*** Exercise materials ***

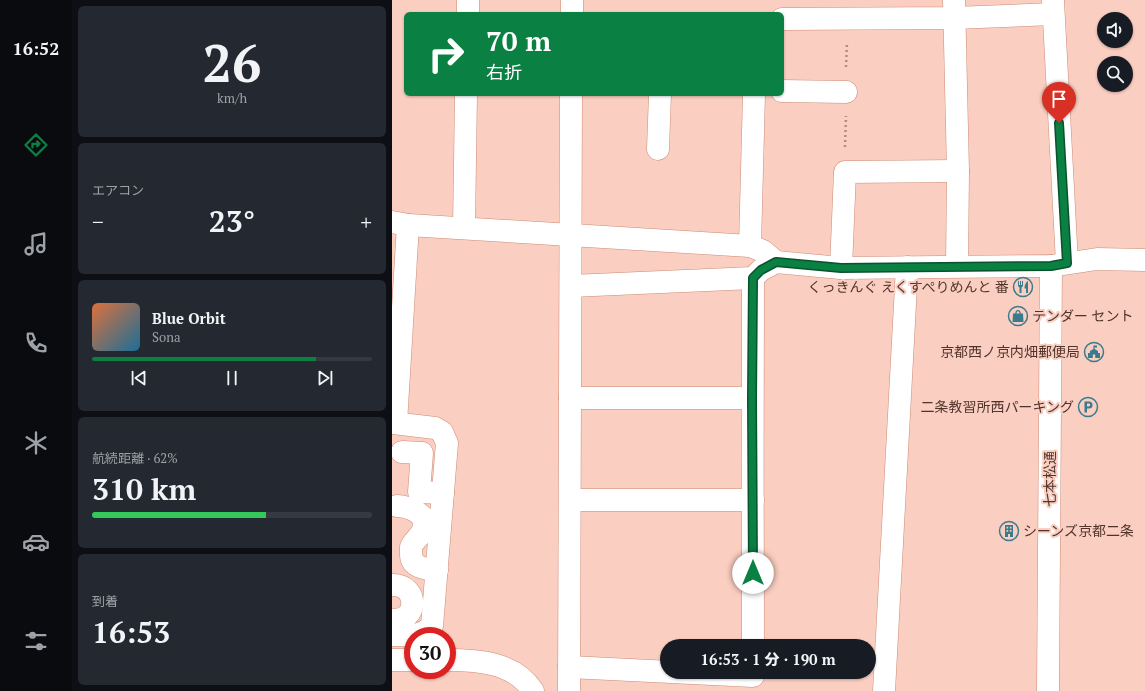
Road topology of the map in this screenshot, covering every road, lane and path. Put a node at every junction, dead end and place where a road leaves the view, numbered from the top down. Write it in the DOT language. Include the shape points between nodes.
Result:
graph roads {
  1 [pos="468,0"];
  2 [pos="572,0"];
  3 [pos="1053,7"];
  4 [pos="954,9"];
  5 [pos="468,12"];
  6 [pos="572,12"];
  7 [pos="784,19"];
  8 [pos="784,91"];
  9 [pos="846,92"];
  10 [pos="466,96"];
  11 [pos="571,96"];
  12 [pos="660,96"];
  13 [pos="754,96"];
  14 [pos="658,149"];
  15 [pos="958,171"];
  16 [pos="400,224"];
  17 [pos="464,228"];
  18 [pos="571,235"];
  19 [pos="750,246"];
  20 [pos="1145,260"];
  21 [pos="776,262"];
  22 [pos="1059,265"];
  23 [pos="958,266"];
  24 [pos="907,267"];
  25 [pos="841,268"];
  26 [pos="753,278"];
  27 [pos="571,286"];
  28 [pos="570,398"];
  29 [pos="752,398"];
  30 [pos="394,417"];
  31 [pos="402,452"];
  32 [pos="443,493"];
  33 [pos="570,500"];
  34 [pos="753,500"];
  35 [pos="397,506"];
  36 [pos="437,570"];
  37 [pos="392,586"];
  38 [pos="423,604"];
  39 [pos="392,620"];
  40 [pos="446,627"];
  41 [pos="392,635"];
  42 [pos="753,639"];
  43 [pos="392,660"];
  44 [pos="404,660"];
  45 [pos="456,660"];
  46 [pos="569,667"];
  47 [pos="753,680"];
  48 [pos="533,691"];
  49 [pos="569,691"];
  50 [pos="884,691"];
  51 [pos="1048,691"];
  1 -- 5 [label="street"];
  2 -- 6 [label="street"];
  3 -- 4 [label="street"];
  3 -- 22 [label="street, 七本松通"];
  4 -- 7 [label="street"];
  4 -- 15 [label="street"];
  8 -- 9 [label="street"];
  10 -- 17 [label="street"];
  11 -- 18 [label="street"];
  12 -- 14 [label="street"];
  13 -- 19 [label="street"];
  15 -- 23 [label="street"];
  15 -- 25 [label="street" via="845,172"];
  16 -- 17 [label="street"];
  16 -- 30 [label="street"];
  17 -- 18 [label="street"];
  18 -- 19 [label="street"];
  18 -- 27 [label="street"];
  19 -- 21 [label="street" via="763,251"];
  20 -- 22 [label="street" via="1097,259"];
  21 -- 25 [label="street"];
  21 -- 26 [label="street"];
  22 -- 23 [label="street"];
  22 -- 51 [label="street, 七本松通"];
  23 -- 24 [label="street"];
  24 -- 25 [label="street"];
  24 -- 50 [label="street"];
  26 -- 27 [label="street"];
  26 -- 29 [label="street"];
  27 -- 28 [label="street"];
  28 -- 29 [label="street"];
  28 -- 33 [label="street"];
  29 -- 34 [label="street"];
  30 -- 32 [label="street" via="442,432 447,443"];
  30 -- 40 [label="street" via="434,414 449,420 461,438"];
  31 -- 32 [label="street" via="422,453 419,492"];
  32 -- 36 [label="street"];
  33 -- 34 [label="street"];
  33 -- 46 [label="street"];
  34 -- 42 [label="street"];
  35 -- 36 [label="street" via="414,509 423,517 422,533 411,548 411,558 424,569"];
  36 -- 38 [label="street"];
  37 -- 38 [label="street" via="406,588 412,598"];
  38 -- 39 [label="street" via="411,610 404,618"];
  38 -- 41 [label="street" via="432,626 426,632 416,635"];
  43 -- 44 [label="street"];
  45 -- 48 [label="street" via="495,664 509,669 522,678"];
  46 -- 47 [label="street"];
  46 -- 49 [label="street"];
}
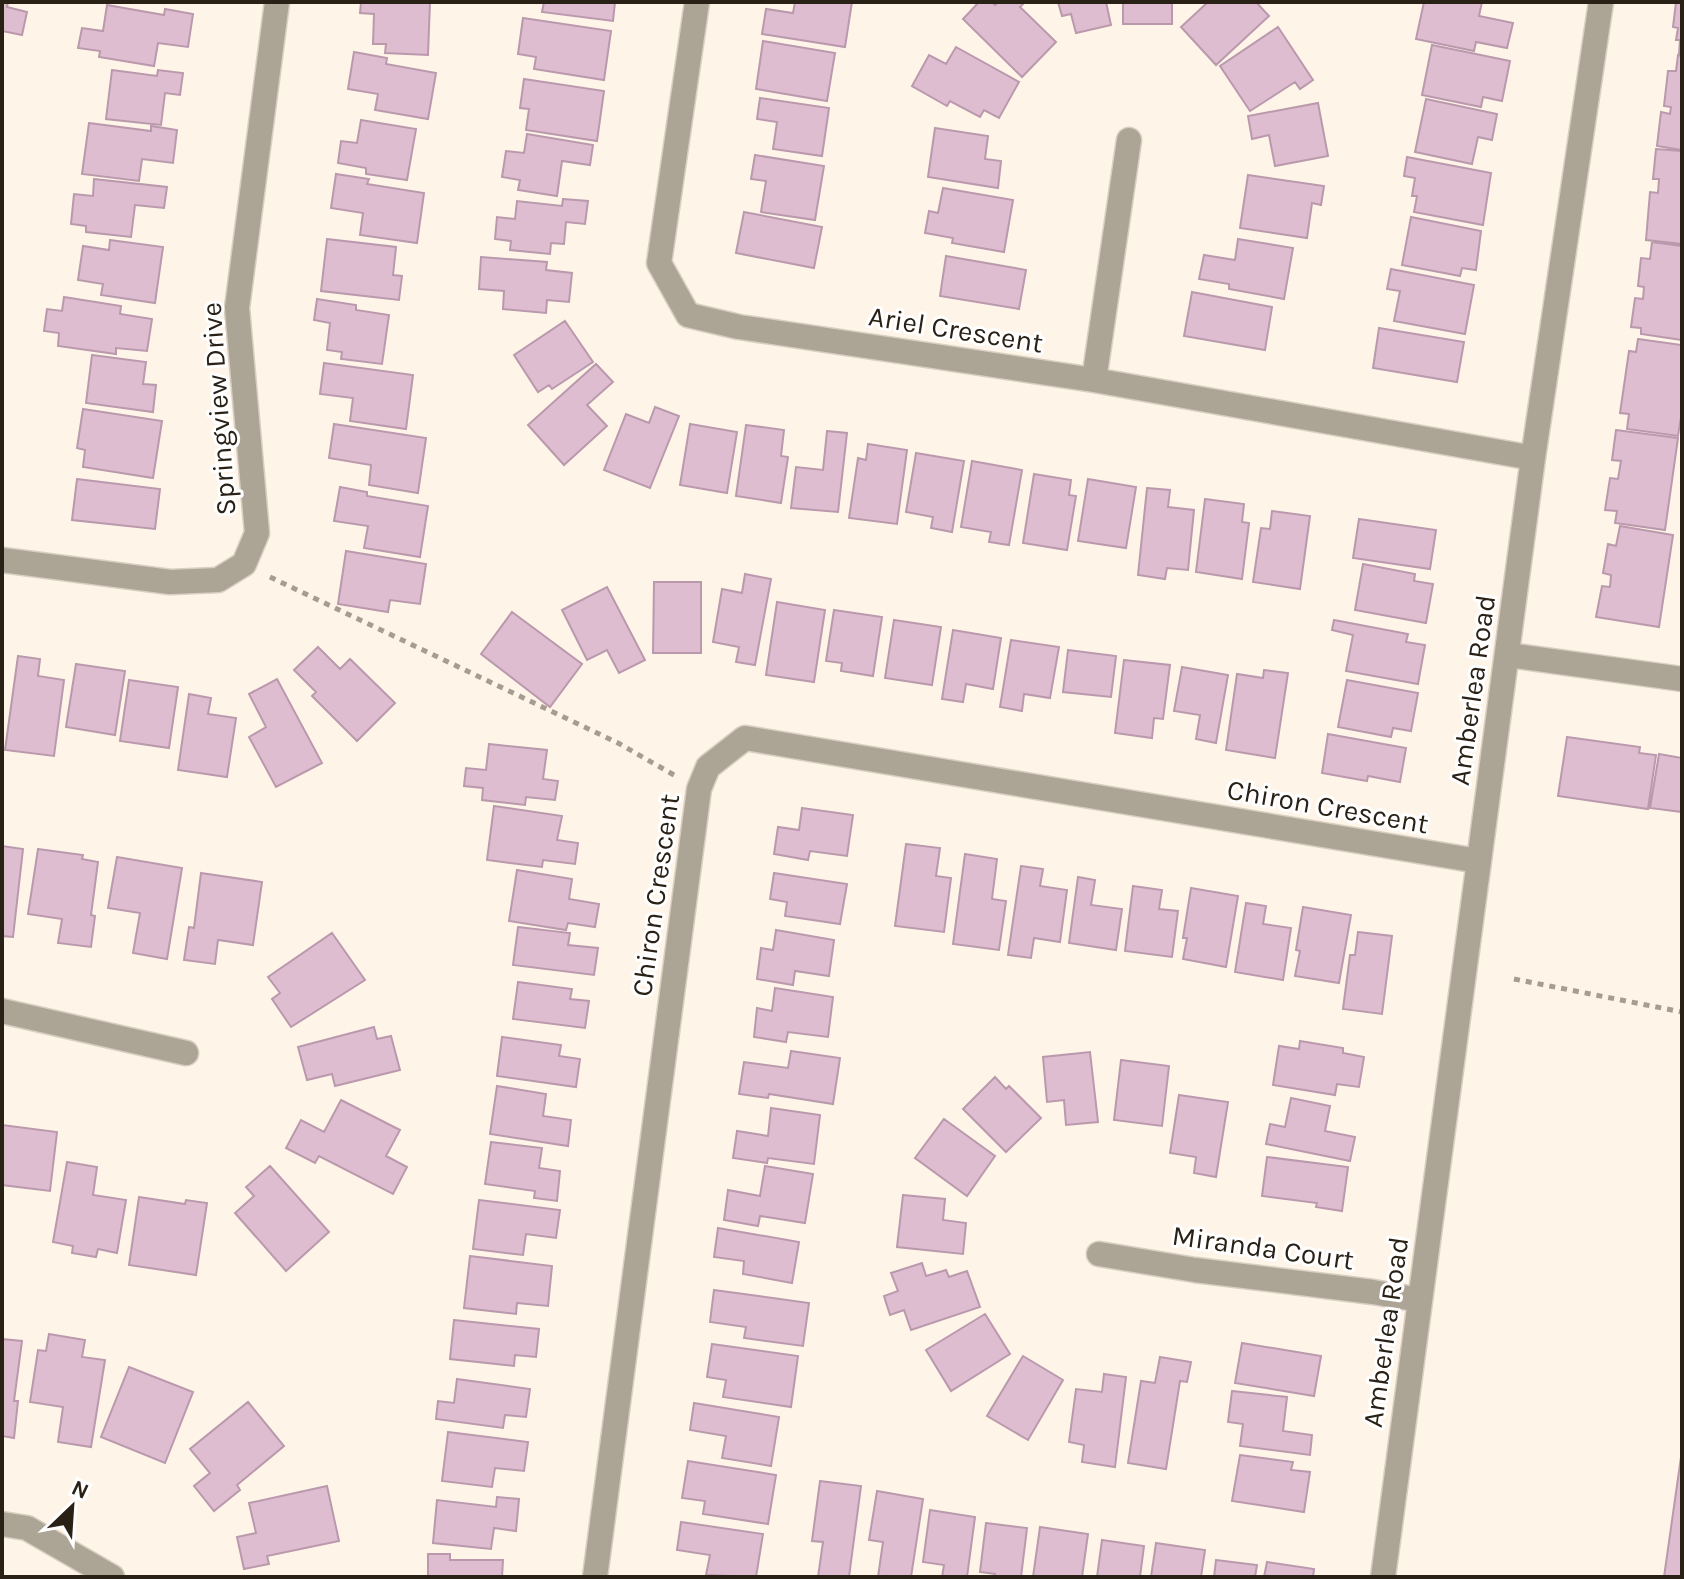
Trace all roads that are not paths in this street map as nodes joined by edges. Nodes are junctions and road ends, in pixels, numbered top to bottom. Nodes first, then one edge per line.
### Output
1 (277, 2) edge
2 (697, 2) edge
3 (1601, 2) edge
4 (1129, 140) dead end
5 (1094, 380) junction
6 (1533, 458) junction
7 (2, 560) edge
8 (1508, 655) junction
9 (1682, 679) edge
10 (1478, 861) junction
11 (2, 1011) edge
12 (186, 1053) dead end
13 (1099, 1254) dead end
14 (1420, 1300) junction
15 (2, 1524) edge
16 (112, 1577) edge
17 (595, 1577) edge
18 (1383, 1577) edge

1 - 7 street, Springview Drive
2 - 5 street, Ariel Crescent
3 - 6 street, Amberlea Road
4 - 5 street
5 - 6 street, Ariel Crescent
6 - 8 street, Amberlea Road
8 - 9 street
8 - 10 street, Amberlea Road
10 - 14 street, Amberlea Road
10 - 17 street, Chiron Crescent
11 - 12 street
13 - 14 street, Miranda Court
14 - 18 street, Amberlea Road
15 - 16 street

*** End of Exercise materials ***

Required action: Set down exactly the line with "Trace all roads" and each line after it up to the end of the records, adding nothing.

Exercise solution:
Trace all roads that are not paths in this street map as nodes joined by edges. Nodes are junctions and road ends, in pixels, numbered top to bottom. Nodes first, then one edge per line.
### Output
1 (277, 2) edge
2 (697, 2) edge
3 (1601, 2) edge
4 (1129, 140) dead end
5 (1094, 380) junction
6 (1533, 458) junction
7 (2, 560) edge
8 (1508, 655) junction
9 (1682, 679) edge
10 (1478, 861) junction
11 (2, 1011) edge
12 (186, 1053) dead end
13 (1099, 1254) dead end
14 (1420, 1300) junction
15 (2, 1524) edge
16 (112, 1577) edge
17 (595, 1577) edge
18 (1383, 1577) edge

1 - 7 street, Springview Drive
2 - 5 street, Ariel Crescent
3 - 6 street, Amberlea Road
4 - 5 street
5 - 6 street, Ariel Crescent
6 - 8 street, Amberlea Road
8 - 9 street
8 - 10 street, Amberlea Road
10 - 14 street, Amberlea Road
10 - 17 street, Chiron Crescent
11 - 12 street
13 - 14 street, Miranda Court
14 - 18 street, Amberlea Road
15 - 16 street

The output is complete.